Antropologia cultural. Org. Celso Castro. Rio de Janeiro: Jorge Zahar, 2004. 109 p. -
Por Nicole Isabel dos Reis
Celso Castro, professor do Departamento de Sociologia e Política da PUC-Rio, organizador e tradutor desse volume, inicia a apresentação do livro afirmando que é difícil de acreditar que essa seja a primeira coletânea de Franz Boas publicada no Brasil. Considerando-se a vastidão da obra de Boas e a sua imensa importância enquanto um dos "pais-fundadores" da antropologia moderna, uma tradução para o português era mais do que necessária, principalmente porque torna mais viável o uso dos textos do autor nos cursos de graduação (e Castro confessa que organizou o livro pensando principalmente em seus alunos).
Na apresentação, Castro inclui uma breve mas bastante completa biografia de Boas, usando como fontes dois especialistas, Douglas Cole e George Stocking Jr. Além disso, justifica a seleção dos artigos e comenta cada um deles. Todos os artigos são originários de
Race, Language and Culture, de 1940, uma coletânea que Boas organizou quase no final da vida, contendo 62 textos que ele julgava os mais representativos da sua carreira.
Dos cinco artigos, quatro são da parte de "Cultura" em
Race, Language and Culture. Isso é positivo, já que são provavelmente os artigos mais usados no ensino de Teoria Antropológica. O primeiro texto é o clássico
As Limitações do Método Comparativo em Antropologia Social, de 1896, onde Boas critica o evolucionismo social, com base na defesa da pertinência do método indutivo. Sem impugná-lo diretamente, Boas afirma que a comparação evolucionista entre povos seria possível somente dentro de territórios restritos, por meio de precisos estudos individuais. Além disso, nesse artigo Boas também critica o determinismo geográfico, baseado no argumento de que ele não dá conta de explicar a diversidade que existia entre povos que viviam em condições geográficas semelhantes.
Em
Os Métodos da Etnologia, de 1920, Boas critica novamente os métodos evolucionista e difusionista, afirmando que a validade das suas teses e conclusões não foi demonstrada pela moderna etnologia. Ele propõe, em troca, um método que estude as mudanças dinâmicas em uma única sociedade, o que pode ser observado no presente. Cada grupo cultural possui uma história própria e única, e, assim, é mais importante esclarecer os processos que ocorrem "diante de nossos olhos" do que propor grandes leis de desenvolvimento da civilização (como faziam o evolucionismo e o difusionismo).

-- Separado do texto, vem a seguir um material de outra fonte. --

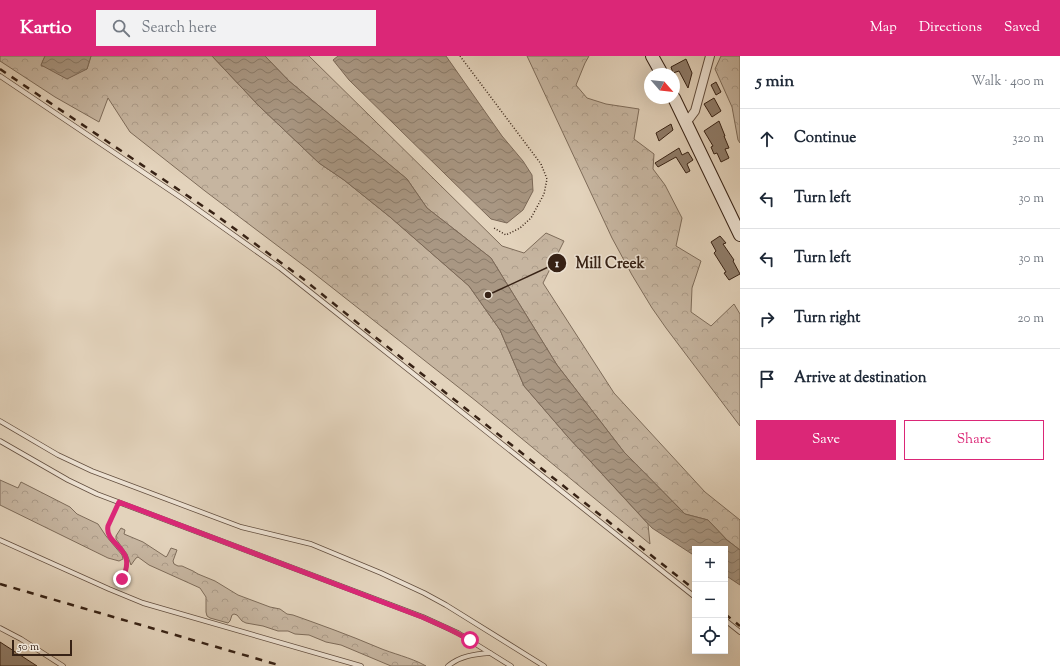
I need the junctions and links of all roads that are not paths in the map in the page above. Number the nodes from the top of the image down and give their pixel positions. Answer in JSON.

Boas também comenta algumas incursões da psicanálise no campo da etnologia, colocando algumas de suas idéias como profícuas, mas veementemente negando que o método psicanalítico por si só seja capaz de avançar na compreensão do desenvolvimento da sociedade humana.
Em
Alguns Problemas de Metodologia nas Ciências Sociais, de 1930, Boas critica as tendências que certas linhas de investigação tinham, na época, de explicar as complexidades da vida cultural baseando-se num único conjunto de condições ou causas. Assim, é contestada a redução da raça à cultura, combatendo a ascensão do racismo biológico tão comum à época. Também Boas nega ainda que as condições geográficas ou econômicas sejam determinantes da cultura: elas podem estimular as condições culturais existentes, mas não possuem força criativa. Para o ilustre antropólogo, qualquer dessas tentativas de desenvolver leis gerais de integração da cultura não seria cientificamente eficaz. Como alternativa à improdutiva obsessão por leis gerais, Boas sustenta que as ciências sociais devem se preocupar em analisar fenômenos, formas definidas. Na contramão de décadas de reconstruções especulativas, Boas redireciona o método antropológico para a unidade empírica "indivíduo" em sua relação à cultura envolvente, pavimentando o caminho para a emergência da escola Cultura e Personalidade.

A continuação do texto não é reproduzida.